Lettre au vélo de monsieur Biville
A mon ami François Biville (1937-2022)
Janvier 2015
Cher vélo de monsieur Biville
Je me permets de vous écrire cette lettre, bien que nous ne nous connaissions pas très bien, même si nous nous sommes croisés dans les rues d'Uzès. Je me souviens aussi vous avoir aperçu dans la cour de ma résidence. Il s'agit d'un bâtiment rigido-contemporain, situé à côté du lycée Gide, dont vous devez vous souvenir parce qu'il accueille de nombreux jeunes, et je sais que les vélos aiment la jeunesse. Vous devez vous interroger sur les raisons de cette lettre. Laissez-moi vous les expliquer.
J'assistai il y a quelques temps à une conférence de madame Michèle Dalmasso-Reverbel, nous faisant partager ses souvenirs d'éveilleuse d'écriture. Elle nous raconta l'anecdote d'un jeune homme qui, ne sachant pas à qui écrire, lui demanda s'il pouvait écrire à son vélo. Quelques jours plus tard, j'écrivis à madame Dalmasso-Reverbel pour lui faire part de ma perplexité : je n'ai pas de vélo. Pouvais-je alors, en cette circonstance, écrire au vélo de monsieur Biville ? La réponse ne se fit point attendre, m'encourageant vivement à le faire. Pouvais-je alors résister à cette incitation, surtout venant d'une personne aussi éminente que madame Dalmasso-Reverbel ?

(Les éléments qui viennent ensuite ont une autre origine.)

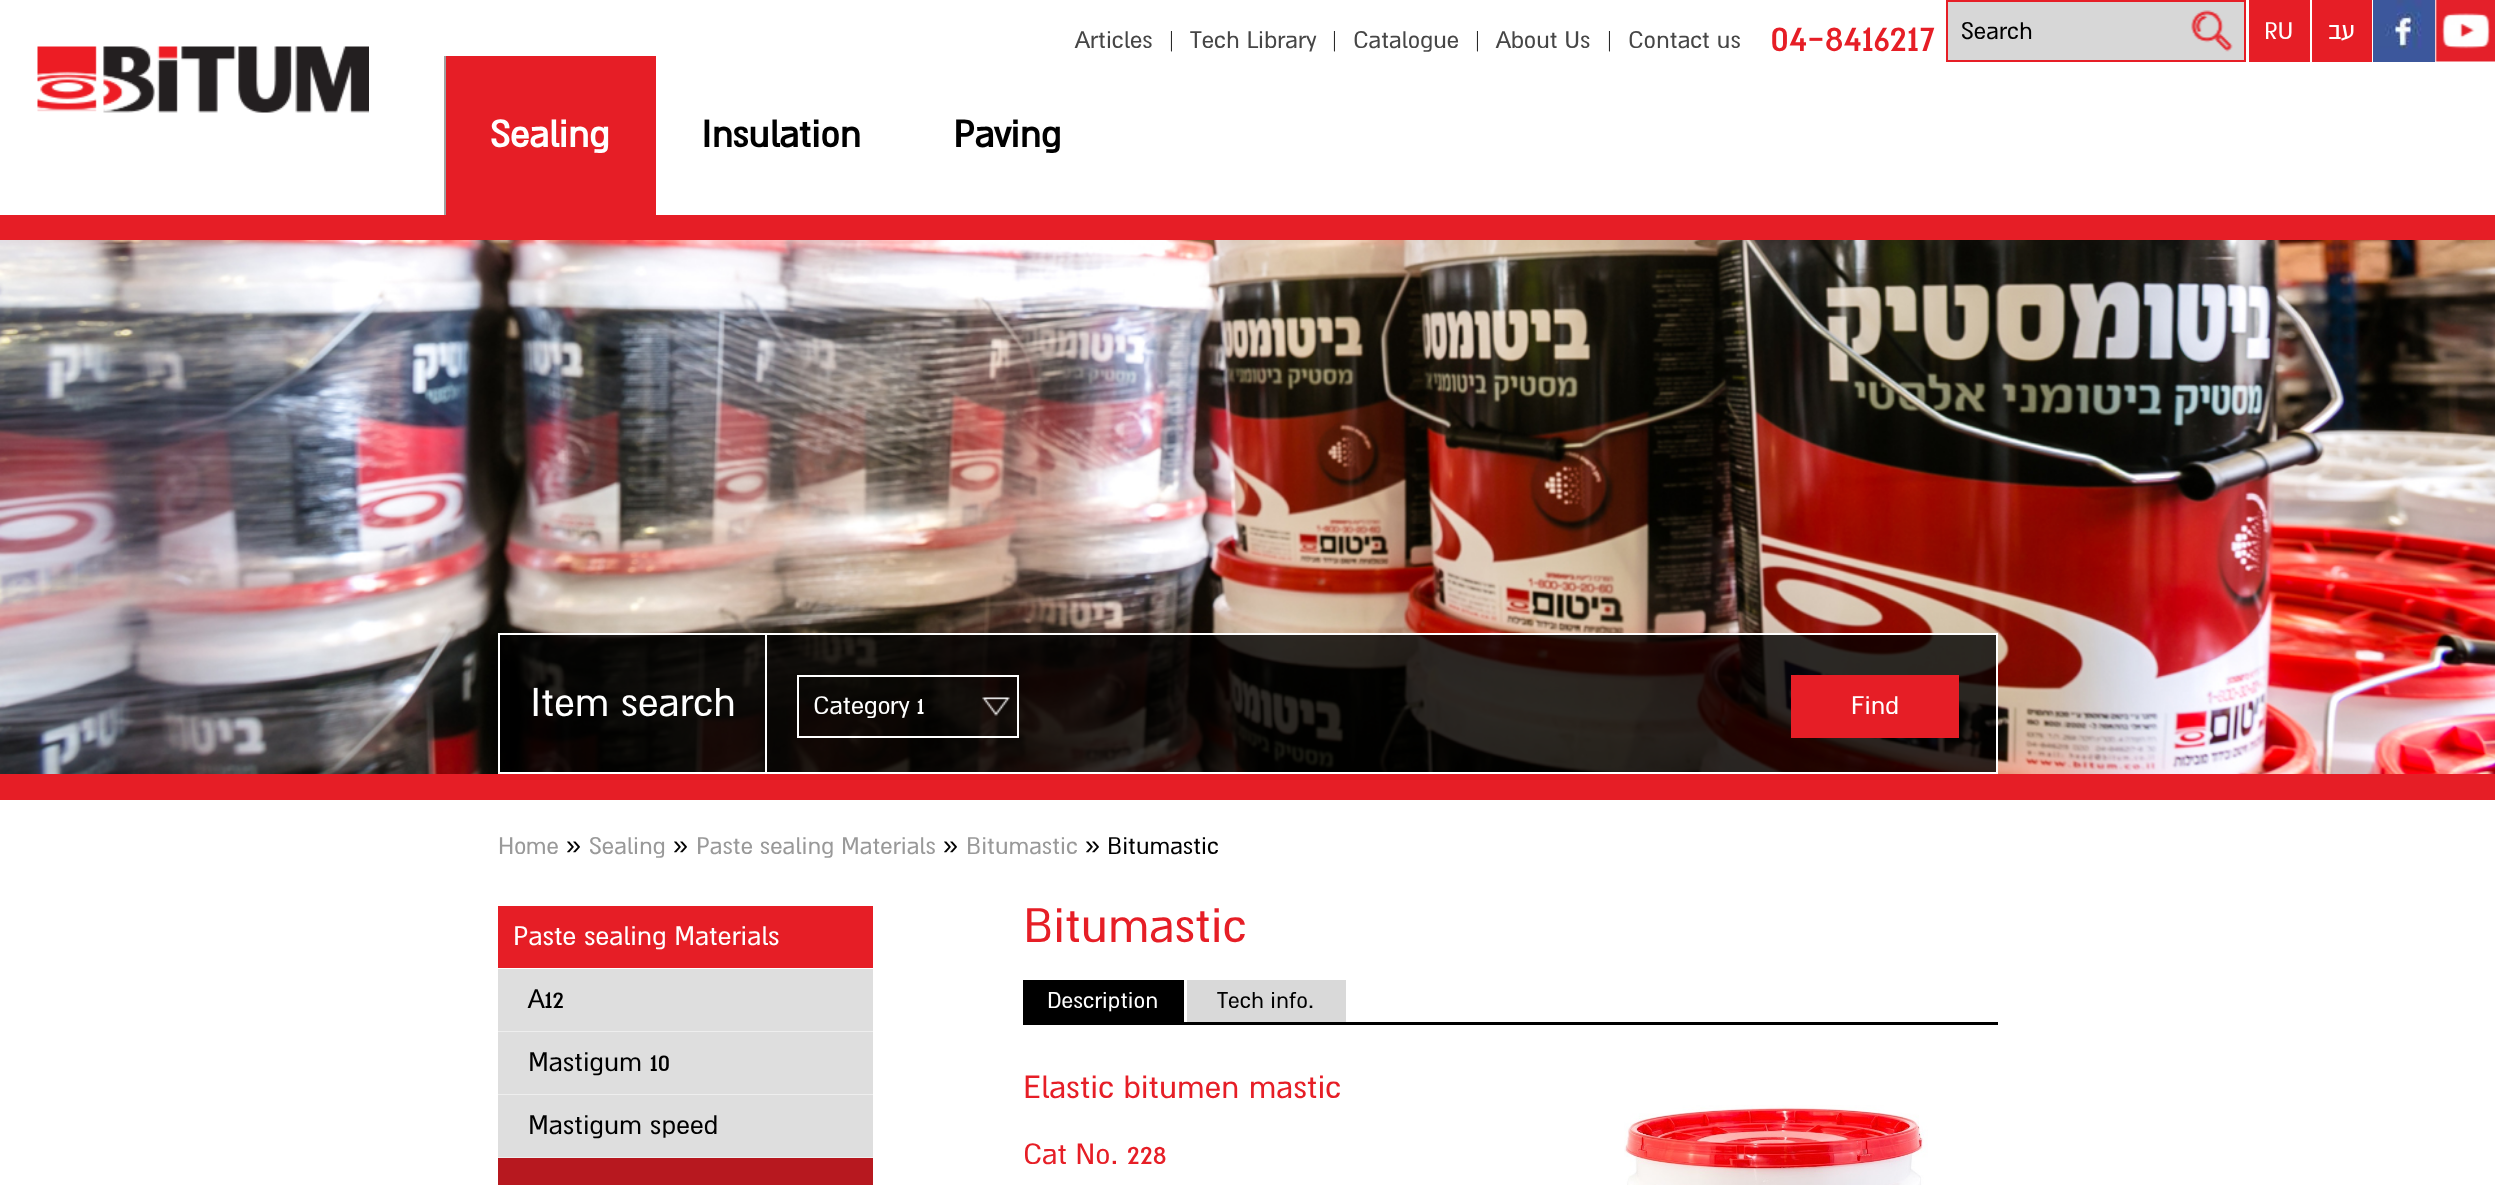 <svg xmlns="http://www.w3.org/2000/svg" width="2495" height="1185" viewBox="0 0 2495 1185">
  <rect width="100%" height="100%" fill="rgb(255,255,255)"/>
  <rect x="0" y="215" width="2495" height="25" fill="rgb(230,30,38)"/>
  <text x="1075" y="48" font-family="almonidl" font-size="27" fill="rgb(70,70,70)">Articles</text>
  <text x="1168" y="48" font-family="almonidl" font-size="27" fill="rgb(42,42,42)">|</text>
  <text x="1190" y="48" font-family="almonidl" font-size="27" fill="rgb(70,70,70)">Tech Library</text>
  <text x="1331" y="48" font-family="almonidl" font-size="27" fill="rgb(42,42,42)">|</text>
  <text x="1353" y="48" font-family="almonidl" font-size="27" fill="rgb(70,70,70)">Catalogue</text>
  <text x="1474" y="48" font-family="almonidl" font-size="27" fill="rgb(42,42,42)">|</text>
  <text x="1496" y="48" font-family="almonidl" font-size="27" fill="rgb(70,70,70)">About Us</text>
  <text x="1606" y="48" font-family="almonidl" font-size="27" fill="rgb(42,42,42)">|</text>
  <text x="1628" y="48" font-family="almonidl" font-size="27" fill="rgb(70,70,70)">Contact us</text>
  <text x="1770" y="51" font-family="almonidl" font-size="45" fill="rgb(230,30,38)">04-8416217</text>
  <rect x="1947" y="1" width="298" height="60" fill="rgb(215,215,215)" stroke="rgb(230,30,38)" stroke-width="2"/>
  <text x="1961" y="39" font-family="almonidl" font-size="27" fill="rgb(0,0,0)">Search</text>
  <image x="2191" y="10" width="42" height="42" href="pic1.png"/>
  <rect x="2249" y="0" width="61" height="62" fill="rgb(230,30,38)"/>
  <text x="2264" y="39" font-family="almonidl" font-size="27" fill="rgb(255,255,255)">RU</text>
  <rect x="2312" y="0" width="60" height="62" fill="rgb(230,30,38)"/>
  <text x="2355" y="39" font-family="almonidl" font-size="27" direction="rtl" fill="rgb(255,255,255)">עב</text>
  <image x="2373" y="0" width="62" height="62" href="pic2.png"/>
  <image x="2435" y="0" width="60" height="62" href="pic3.png"/>
  <image x="37" y="46" width="332" height="67" href="pic4.png"/>
  <rect x="444" y="56" width="2" height="159" fill="rgb(161,161,161)"/>
  <rect x="446" y="56" width="210" height="159" fill="rgb(230,30,38)"/>
  <text x="490" y="147" font-family="almonidl" font-size="42" font-weight="bold" fill="rgb(255,255,255)">Sealing</text>
  <g font-family="almonidl" font-size="42" font-weight="bold" fill="rgb(0,0,0)">
    <text x="701" y="147">Insulation</text>
    <text x="953" y="147">Paving</text>
  </g>
  <rect x="0" y="774" width="2495" height="26" fill="rgb(230,30,38)"/>
  <image x="0" y="240" width="2495" height="534" href="pic5.png"/>
  <rect x="499" y="634" width="1498" height="139" fill="rgba(0,0,0,0.8)" stroke="rgb(255,255,255)" stroke-width="2"/>
  <rect x="765" y="635" width="2" height="138" fill="rgb(255,255,255)"/>
  <text x="530" y="716" font-family="almonidl" font-size="45" fill="rgb(255,255,255)">Item search</text>
  <image x="982" y="697" width="28" height="19" href="pic6.png"/>
  <rect x="798" y="676" width="220" height="61" fill="none" stroke="rgb(255,255,255)" stroke-width="2"/>
  <text x="813" y="714" font-family="almonidl" font-size="28.5" fill="rgb(255,255,255)">Category 1</text>
  <rect x="1791" y="675" width="168" height="63" fill="rgb(230,30,38)"/>
  <text x="1851" y="714" font-family="almonidl" font-size="28.5" fill="rgb(255,255,255)">Find</text>
  <text x="498" y="854" font-family="almonidl" font-size="27" fill="rgb(153,153,153)">Home</text>
  <text x="566" y="854" font-family="Liberation Sans" font-size="27" fill="rgb(0,0,0)">»</text>
  <text x="589" y="854" font-family="almonidl" font-size="27" fill="rgb(153,153,153)">Sealing</text>
  <text x="673" y="854" font-family="Liberation Sans" font-size="27" fill="rgb(0,0,0)">»</text>
  <text x="696" y="854" font-family="almonidl" font-size="27" fill="rgb(153,153,153)">Paste sealing Materials</text>
  <text x="943" y="854" font-family="Liberation Sans" font-size="27" fill="rgb(0,0,0)">»</text>
  <text x="966" y="854" font-family="almonidl" font-size="27" fill="rgb(153,153,153)">Bitumastic</text>
  <text x="1085" y="854" font-family="Liberation Sans" font-size="27" fill="rgb(0,0,0)">»</text>
  <text x="1107" y="854" font-family="almonidl" font-size="27" fill="rgb(0,0,0)">Bitumastic</text>
  <rect x="498" y="906" width="375" height="62" fill="rgb(230,30,38)"/>
  <text x="513" y="945" font-family="almonidl" font-size="30" fill="rgb(255,255,255)">Paste sealing Materials</text>
  <rect x="498" y="969" width="375" height="62" fill="rgb(222,222,222)"/>
  <rect x="498" y="1031" width="375" height="1" fill="rgb(238,238,238)"/>
  <text x="528" y="1008" font-family="almonidl" font-size="30" fill="rgb(0,0,0)">A12</text>
  <rect x="498" y="1032" width="375" height="62" fill="rgb(222,222,222)"/>
  <rect x="498" y="1094" width="375" height="1" fill="rgb(238,238,238)"/>
  <text x="528" y="1071" font-family="almonidl" font-size="30" fill="rgb(0,0,0)">Mastigum 10</text>
  <rect x="498" y="1095" width="375" height="62" fill="rgb(222,222,222)"/>
  <rect x="498" y="1157" width="375" height="1" fill="rgb(238,238,238)"/>
  <text x="528" y="1134" font-family="almonidl" font-size="30" fill="rgb(0,0,0)">Mastigum speed</text>
  <rect x="498" y="1158" width="375" height="27" fill="rgb(183,24,31)"/>
  <text x="1023" y="942" font-family="almonidl" font-size="54" fill="rgb(230,30,38)">Bitumastic</text>
  <rect x="1023" y="1022" width="975" height="3" fill="rgb(0,0,0)"/>
  <rect x="1023" y="980" width="161" height="42" fill="rgb(0,0,0)"/>
  <text x="1047" y="1008" font-family="almonidl" font-size="25.5" fill="rgb(255,255,255)">Description</text>
  <rect x="1187" y="980" width="159" height="42" fill="rgb(217,217,217)"/>
  <text x="1217" y="1008" font-family="almonidl" font-size="25.5" fill="rgb(0,0,0)">Tech info.</text>
  <text x="1023" y="1098" font-family="almonidl" font-size="36" fill="rgb(230,30,38)">Elastic bitumen mastic</text>
  <text x="1023" y="1164" font-family="almonidl" font-size="33" fill="rgb(230,30,38)">Cat No. 228</text>
  <image x="1624" y="1105" width="304" height="80" href="pic7.png"/>
</svg>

Je voudrais tout d'abord vous avouer que je ressens une grande admiration pour vous. En effet, transporter une personne respectable et appréciée de tous comme monsieur Biville, nécessite un sang-froid et une dextérité à toute épreuve. Il ne s'agirait point qui chût ! L'émotion serait grande en ville et l'opprobre serait jetée sur toute votre confrérie. C'est dire si c'est une grande responsabilité qui vous incombe.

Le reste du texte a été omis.